Add Geoprocessing Request Timeout #2751

arottersman · 2018-04-02T17:08:25Z

Overview

We've witnessed a state twice on production where the geoprocessing service times out on every response and must be stopped and started to get back into a good state. Because there was no timeout on the geoprocessing task requests, the tasks would take longer than the celery hard task timeout limit (300s). Exceeding this timeout would put the celery service in its own bad state, and it, too would need a restart (perhaps related celery/celery#2451).

While we are determining the underlying cause of the geoprocessing failures, add a timeout on the geoprocessing request that is less than the celery hard task timeout (request timeouts are probably best practice anyway. There is even a warning specifically about not putting a timeout on I/O ops in a task in the celery docs). This way a rollbar error will notify us of a bad state instead of an email from our client saying all analyze and model runs timeout.

Connects #2738

Demo

Testing Instructions

Pull this branch, and ./scripts/debugcelery.sh
I've add a commit that drops the timeout down to a second.
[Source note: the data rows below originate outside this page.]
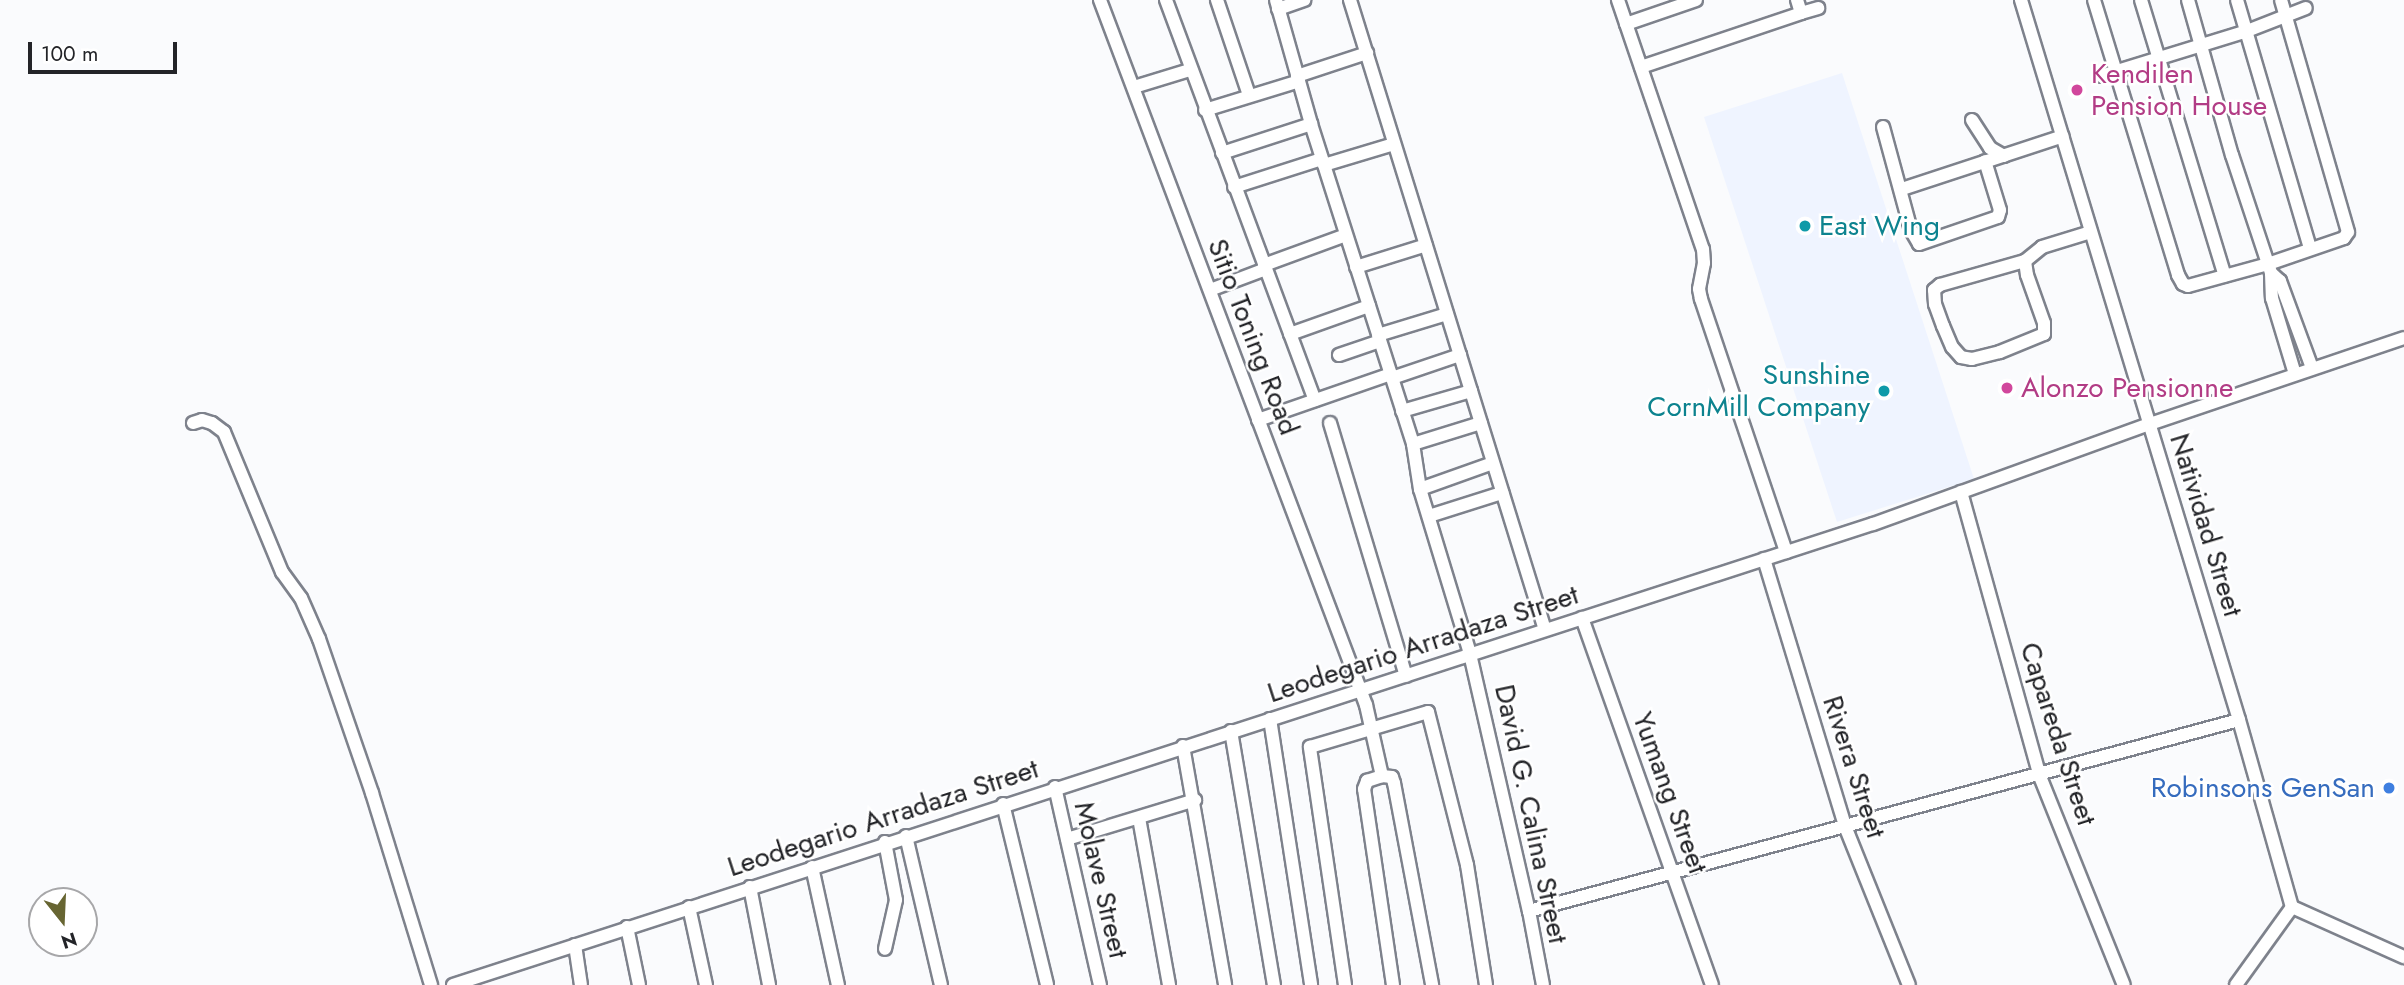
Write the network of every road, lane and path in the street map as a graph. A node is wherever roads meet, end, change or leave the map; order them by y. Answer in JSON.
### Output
{"nodes":[{"id":1,"x":1100,"y":0,"type":"edge"},
{"id":2,"x":1166,"y":0,"type":"edge"},
{"id":3,"x":1217,"y":0,"type":"edge"},
{"id":4,"x":1304,"y":0,"type":"edge"},
{"id":5,"x":1350,"y":0,"type":"edge"},
{"id":6,"x":1619,"y":0,"type":"edge"},
{"id":7,"x":1696,"y":0,"type":"edge"},
{"id":8,"x":1797,"y":0,"type":"edge"},
{"id":9,"x":2021,"y":0,"type":"edge"},
{"id":10,"x":2094,"y":0,"type":"edge"},
{"id":11,"x":2141,"y":0,"type":"edge"},
{"id":12,"x":2188,"y":0,"type":"edge"},
{"id":13,"x":2237,"y":0,"type":"edge"},
{"id":14,"x":2281,"y":0,"type":"edge"},
{"id":15,"x":1277,"y":4,"type":"edge"},
{"id":16,"x":1818,"y":8,"type":"dead end"},
{"id":17,"x":2306,"y":8,"type":"dead end"},
{"id":18,"x":1801,"y":13,"type":"junction"},
{"id":19,"x":2286,"y":16,"type":"junction"},
{"id":20,"x":1626,"y":24,"type":"junction"},
{"id":21,"x":2247,"y":31,"type":"junction"},
{"id":22,"x":2202,"y":44,"type":"junction"},
{"id":23,"x":1367,"y":53,"type":"junction"},
{"id":24,"x":2160,"y":57,"type":"junction"},
{"id":25,"x":1641,"y":67,"type":"junction"},
{"id":26,"x":1190,"y":70,"type":"junction"},
{"id":27,"x":2117,"y":71,"type":"junction"},
{"id":28,"x":2101,"y":76,"type":"dead end"},
{"id":29,"x":1298,"y":79,"type":"junction"},
{"id":30,"x":1134,"y":87,"type":"junction"},
{"id":31,"x":1249,"y":95,"type":"junction"},
{"id":32,"x":1205,"y":110,"type":"junction"},
{"id":33,"x":1972,"y":120,"type":"dead end"},
{"id":34,"x":1311,"y":124,"type":"junction"},
{"id":35,"x":1883,"y":127,"type":"dead end"},
{"id":36,"x":2063,"y":136,"type":"junction"},
{"id":37,"x":1394,"y":144,"type":"junction"},
{"id":38,"x":1222,"y":153,"type":"junction"},
{"id":39,"x":2004,"y":156,"type":"junction"},
{"id":40,"x":1985,"y":161,"type":"junction"},
{"id":41,"x":1323,"y":162,"type":"junction"},
{"id":42,"x":1234,"y":187,"type":"junction"},
{"id":43,"x":1902,"y":189,"type":"junction"},
{"id":44,"x":2091,"y":232,"type":"junction"},
{"id":45,"x":1346,"y":235,"type":"junction"},
{"id":46,"x":1426,"y":245,"type":"junction"},
{"id":47,"x":2310,"y":248,"type":"junction"},
{"id":48,"x":2025,"y":261,"type":"junction"},
{"id":49,"x":1265,"y":267,"type":"junction"},
{"id":50,"x":1356,"y":267,"type":"junction"},
{"id":51,"x":2270,"y":269,"type":"junction"},
{"id":52,"x":2225,"y":276,"type":"junction"},
{"id":53,"x":1210,"y":290,"type":"junction"},
{"id":54,"x":1369,"y":306,"type":"junction"},
{"id":55,"x":1447,"y":314,"type":"junction"},
{"id":56,"x":1290,"y":334,"type":"junction"},
{"id":57,"x":1379,"y":338,"type":"junction"},
{"id":58,"x":2404,"y":338,"type":"edge"},
{"id":59,"x":1339,"y":355,"type":"dead end"},
{"id":60,"x":1460,"y":355,"type":"junction"},
{"id":61,"x":2312,"y":368,"type":"junction"},
{"id":62,"x":2295,"y":374,"type":"junction"},
{"id":63,"x":1391,"y":376,"type":"junction"},
{"id":64,"x":1471,"y":391,"type":"junction"},
{"id":65,"x":1315,"y":400,"type":"junction"},
{"id":66,"x":1402,"y":411,"type":"junction"},
{"id":67,"x":1258,"y":420,"type":"junction"},
{"id":68,"x":193,"y":423,"type":"dead end"},
{"id":69,"x":1330,"y":423,"type":"dead end"},
{"id":70,"x":1481,"y":423,"type":"junction"},
{"id":71,"x":2150,"y":424,"type":"junction"},
{"id":72,"x":1413,"y":444,"type":"junction"},
{"id":73,"x":1493,"y":463,"type":"junction"},
{"id":74,"x":1420,"y":489,"type":"junction"},
{"id":75,"x":1961,"y":492,"type":"junction"},
{"id":76,"x":1502,"y":493,"type":"junction"},
{"id":77,"x":1429,"y":516,"type":"junction"},
{"id":78,"x":1786,"y":552,"type":"junction"},
{"id":79,"x":1764,"y":559,"type":"junction"},
{"id":80,"x":1582,"y":618,"type":"junction"},
{"id":81,"x":1545,"y":630,"type":"junction"},
{"id":82,"x":1471,"y":654,"type":"junction"},
{"id":83,"x":1406,"y":676,"type":"junction"},
{"id":84,"x":1359,"y":691,"type":"junction"},
{"id":85,"x":1270,"y":719,"type":"junction"},
{"id":86,"x":2239,"y":720,"type":"junction"},
{"id":87,"x":1373,"y":727,"type":"junction"},
{"id":88,"x":1231,"y":731,"type":"junction"},
{"id":89,"x":1183,"y":746,"type":"junction"},
{"id":90,"x":2039,"y":774,"type":"junction"},
{"id":91,"x":1382,"y":776,"type":"junction"},
{"id":92,"x":1055,"y":787,"type":"junction"},
{"id":93,"x":1195,"y":800,"type":"junction"},
{"id":94,"x":1003,"y":804,"type":"junction"},
{"id":95,"x":1139,"y":818,"type":"junction"},
{"id":96,"x":1844,"y":826,"type":"junction"},
{"id":97,"x":906,"y":836,"type":"junction"},
{"id":98,"x":1066,"y":839,"type":"junction"},
{"id":99,"x":885,"y":842,"type":"junction"},
{"id":100,"x":812,"y":867,"type":"junction"},
{"id":101,"x":1672,"y":873,"type":"junction"},
{"id":102,"x":750,"y":887,"type":"junction"},
{"id":103,"x":689,"y":907,"type":"junction"},
{"id":104,"x":2292,"y":908,"type":"junction"},
{"id":105,"x":1529,"y":911,"type":"junction"},
{"id":106,"x":627,"y":928,"type":"junction"},
{"id":107,"x":575,"y":945,"type":"junction"},
{"id":108,"x":885,"y":949,"type":"dead end"},
{"id":109,"x":2404,"y":957,"type":"edge"},
{"id":110,"x":431,"y":985,"type":"edge"},
{"id":111,"x":453,"y":985,"type":"edge"},
{"id":112,"x":581,"y":985,"type":"edge"},
{"id":113,"x":639,"y":985,"type":"edge"},
{"id":114,"x":706,"y":985,"type":"edge"},
{"id":115,"x":769,"y":985,"type":"edge"},
{"id":116,"x":838,"y":985,"type":"edge"},
{"id":117,"x":941,"y":985,"type":"edge"},
{"id":118,"x":1047,"y":985,"type":"edge"},
{"id":119,"x":1100,"y":985,"type":"edge"},
{"id":120,"x":1169,"y":985,"type":"edge"},
{"id":121,"x":1225,"y":985,"type":"edge"},
{"id":122,"x":1274,"y":985,"type":"edge"},
{"id":123,"x":1311,"y":985,"type":"edge"},
{"id":124,"x":1345,"y":985,"type":"edge"},
{"id":125,"x":1393,"y":985,"type":"edge"},
{"id":126,"x":1432,"y":985,"type":"edge"},
{"id":127,"x":1486,"y":985,"type":"edge"},
{"id":128,"x":1543,"y":985,"type":"edge"},
{"id":129,"x":1712,"y":985,"type":"edge"},
{"id":130,"x":1909,"y":985,"type":"edge"},
{"id":131,"x":2124,"y":985,"type":"edge"},
{"id":132,"x":2236,"y":985,"type":"edge"}],
"edges":[{"from":1,"to":30,"type":"street","name":"Sitio Toning Road"},
{"from":2,"to":26,"type":"street"},
{"from":3,"to":31,"type":"street"},
{"from":4,"to":15,"type":"street"},
{"from":5,"to":23,"type":"street"},
{"from":6,"to":20,"type":"street"},
{"from":7,"to":20,"type":"street"},
{"from":8,"to":18,"type":"street"},
{"from":9,"to":36,"type":"street","name":"Natividad Street"},
{"from":10,"to":27,"type":"street"},
{"from":11,"to":24,"type":"street"},
{"from":12,"to":22,"type":"street"},
{"from":13,"to":21,"type":"street"},
{"from":14,"to":19,"type":"street"},
{"from":15,"to":29,"type":"street","name":"David G. Calina Street"},
{"from":16,"to":18,"type":"street"},
{"from":17,"to":19,"type":"street"},
{"from":18,"to":25,"type":"street"},
{"from":19,"to":21,"type":"street"},
{"from":19,"to":47,"type":"street"},
{"from":20,"to":25,"type":"street"},
{"from":21,"to":22,"type":"street"},
{"from":21,"to":47,"type":"street"},
{"from":22,"to":24,"type":"street"},
{"from":22,"to":51,"type":"street"},
{"from":23,"to":29,"type":"street"},
{"from":23,"to":37,"type":"street"},
{"from":24,"to":27,"type":"street"},
{"from":24,"to":52,"type":"street"},
{"from":25,"to":78,"type":"street"},
{"from":26,"to":30,"type":"street"},
{"from":26,"to":32,"type":"street"},
{"from":27,"to":28,"type":"street"},
{"from":27,"to":52,"type":"street"},
{"from":29,"to":31,"type":"street"},
{"from":29,"to":34,"type":"street","name":"David G. Calina Street"},
{"from":30,"to":53,"type":"street","name":"Sitio Toning Road"},
{"from":31,"to":32,"type":"street"},
{"from":32,"to":38,"type":"street"},
{"from":33,"to":39,"type":"street"},
{"from":34,"to":38,"type":"street"},
{"from":34,"to":41,"type":"street","name":"David G. Calina Street"},
{"from":35,"to":43,"type":"street"},
{"from":36,"to":39,"type":"street"},
{"from":36,"to":44,"type":"street","name":"Natividad Street"},
{"from":37,"to":41,"type":"street"},
{"from":37,"to":46,"type":"street"},
{"from":38,"to":42,"type":"street"},
{"from":39,"to":40,"type":"street"},
{"from":40,"to":43,"type":"street"},
{"from":40,"to":43,"type":"street"},
{"from":41,"to":42,"type":"street"},
{"from":41,"to":45,"type":"street","name":"David G. Calina Street"},
{"from":42,"to":49,"type":"street"},
{"from":44,"to":48,"type":"street"},
{"from":44,"to":71,"type":"street","name":"Natividad Street"},
{"from":45,"to":49,"type":"street"},
{"from":45,"to":50,"type":"street","name":"David G. Calina Street"},
{"from":46,"to":50,"type":"street"},
{"from":46,"to":55,"type":"street"},
{"from":47,"to":51,"type":"street"},
{"from":48,"to":48,"type":"street"},
{"from":49,"to":53,"type":"street"},
{"from":49,"to":56,"type":"street"},
{"from":50,"to":54,"type":"street","name":"David G. Calina Street"},
{"from":51,"to":52,"type":"street"},
{"from":51,"to":61,"type":"street"},
{"from":51,"to":62,"type":"street"},
{"from":53,"to":67,"type":"street","name":"Sitio Toning Road"},
{"from":54,"to":56,"type":"street"},
{"from":54,"to":57,"type":"street","name":"David G. Calina Street"},
{"from":55,"to":57,"type":"street"},
{"from":55,"to":60,"type":"street"},
{"from":56,"to":65,"type":"street"},
{"from":57,"to":59,"type":"street"},
{"from":57,"to":63,"type":"street","name":"David G. Calina Street"},
{"from":58,"to":61,"type":"street","name":"Leodegario Arradaza Street"},
{"from":60,"to":63,"type":"street"},
{"from":60,"to":64,"type":"street"},
{"from":61,"to":62,"type":"street","name":"Leodegario Arradaza Street"},
{"from":62,"to":71,"type":"street","name":"Leodegario Arradaza Street"},
{"from":63,"to":65,"type":"street"},
{"from":63,"to":66,"type":"street","name":"David G. Calina Street"},
{"from":64,"to":66,"type":"street"},
{"from":64,"to":70,"type":"street"},
{"from":65,"to":67,"type":"street"},
{"from":66,"to":72,"type":"street","name":"David G. Calina Street"},
{"from":67,"to":84,"type":"street","name":"Sitio Toning Road"},
{"from":68,"to":110,"type":"street"},
{"from":69,"to":83,"type":"street"},
{"from":70,"to":72,"type":"street"},
{"from":70,"to":73,"type":"street"},
{"from":71,"to":75,"type":"street","name":"Leodegario Arradaza Street"},
{"from":71,"to":86,"type":"street","name":"Natividad Street"},
{"from":72,"to":74,"type":"street","name":"David G. Calina Street"},
{"from":73,"to":74,"type":"street"},
{"from":73,"to":76,"type":"street"},
{"from":74,"to":77,"type":"street","name":"David G. Calina Street"},
{"from":75,"to":78,"type":"street","name":"Leodegario Arradaza Street"},
{"from":75,"to":90,"type":"street","name":"Capareda Street"},
{"from":76,"to":77,"type":"street"},
{"from":76,"to":81,"type":"street"},
{"from":77,"to":82,"type":"street","name":"David G. Calina Street"},
{"from":78,"to":79,"type":"street","name":"Leodegario Arradaza Street"},
{"from":79,"to":80,"type":"street","name":"Leodegario Arradaza Street"},
{"from":79,"to":96,"type":"street","name":"Rivera Street"},
{"from":80,"to":81,"type":"street","name":"Leodegario Arradaza Street"},
{"from":80,"to":101,"type":"street","name":"Yumang Street"},
{"from":81,"to":82,"type":"street","name":"Leodegario Arradaza Street"},
{"from":82,"to":83,"type":"street","name":"Leodegario Arradaza Street"},
{"from":82,"to":105,"type":"street","name":"David G. Calina Street"},
{"from":83,"to":84,"type":"street","name":"Leodegario Arradaza Street"},
{"from":84,"to":85,"type":"street","name":"Leodegario Arradaza Street"},
{"from":84,"to":87,"type":"street","name":"Sitio Toning Road"},
{"from":85,"to":88,"type":"street","name":"Leodegario Arradaza Street"},
{"from":85,"to":123,"type":"street"},
{"from":86,"to":90,"type":"street"},
{"from":86,"to":104,"type":"street","name":"Natividad Street"},
{"from":87,"to":91,"type":"street","name":"Sitio Toning Road"},
{"from":87,"to":124,"type":"street"},
{"from":87,"to":127,"type":"street"},
{"from":88,"to":89,"type":"street","name":"Leodegario Arradaza Street"},
{"from":88,"to":122,"type":"street"},
{"from":89,"to":92,"type":"street","name":"Leodegario Arradaza Street"},
{"from":89,"to":93,"type":"street"},
{"from":90,"to":96,"type":"street"},
{"from":90,"to":131,"type":"street","name":"Capareda Street"},
{"from":91,"to":125,"type":"street"},
{"from":91,"to":126,"type":"street"},
{"from":92,"to":94,"type":"street","name":"Leodegario Arradaza Street"},
{"from":92,"to":98,"type":"street","name":"Molave Street"},
{"from":93,"to":95,"type":"street"},
{"from":93,"to":121,"type":"street"},
{"from":94,"to":97,"type":"street","name":"Leodegario Arradaza Street"},
{"from":94,"to":118,"type":"street"},
{"from":95,"to":98,"type":"street"},
{"from":95,"to":120,"type":"street"},
{"from":96,"to":101,"type":"street"},
{"from":96,"to":130,"type":"street","name":"Rivera Street"},
{"from":97,"to":99,"type":"street","name":"Leodegario Arradaza Street"},
{"from":97,"to":117,"type":"street"},
{"from":98,"to":119,"type":"street","name":"Molave Street"},
{"from":99,"to":100,"type":"street","name":"Leodegario Arradaza Street"},
{"from":99,"to":108,"type":"street"},
{"from":100,"to":102,"type":"street","name":"Leodegario Arradaza Street"},
{"from":100,"to":116,"type":"street"},
{"from":101,"to":105,"type":"street"},
{"from":101,"to":129,"type":"street","name":"Yumang Street"},
{"from":102,"to":103,"type":"street","name":"Leodegario Arradaza Street"},
{"from":102,"to":115,"type":"street"},
{"from":103,"to":106,"type":"street","name":"Leodegario Arradaza Street"},
{"from":103,"to":114,"type":"street"},
{"from":104,"to":109,"type":"street"},
{"from":104,"to":132,"type":"street"},
{"from":105,"to":128,"type":"street","name":"David G. Calina Street"},
{"from":106,"to":107,"type":"street","name":"Leodegario Arradaza Street"},
{"from":106,"to":113,"type":"street"},
{"from":107,"to":111,"type":"street","name":"Leodegario Arradaza Street"},
{"from":107,"to":112,"type":"street"}]}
I'll drop this commit before merging so the timeout is 200 seconds. Draw a big shape so the operation isn't cached and it takes the geoprocessing service longer than a second to chew through an analyze task. Confirm you see an error caught in the celery logs

mmcfarland · 2018-04-02T17:12:19Z

src/mmw/apps/modeling/geoprocessing.py

@@ -232,10 +232,13 @@ def geoprocess(endpoint, data, retry=None):
    try:
        response = requests.post(geop_url,
                                 data=json.dumps(data),
-                                 headers={'Content-Type': 'application/json'})
+                                 headers={'Content-Type': 'application/json'},
+                                 timeout=200)


I tried to find where we set the Celery hard timeout to 300, but couldn't find it at a quick glance. Is it possible to set this value as a function of that setting since the relationship is important?

Yes, we don't set it currently; it has a default of 300. I will set it explicitly, and set a request timeout setting based on it.

mmcfarland · 2018-04-02T17:15:53Z

src/mmw/apps/modeling/geoprocessing.py

    except ConnectionError as exc:
        if retry is not None:
            retry(exc=exc)
+    except Timeout as exc:
+        raise Exception('Geoprocessing service timed out: {}'.format(exc))


Is there a way to report the actual exception contents in the job table but restrict what gets sent to the client? The timeout exception reports internal hosts and ports which while not crucial to protect does feel like an unnecessary leak. It's likely that the qualitative description you provide is more meaningful than the Timeout exception contents in the case where we have to choose between leaking and not capturing that exception detail.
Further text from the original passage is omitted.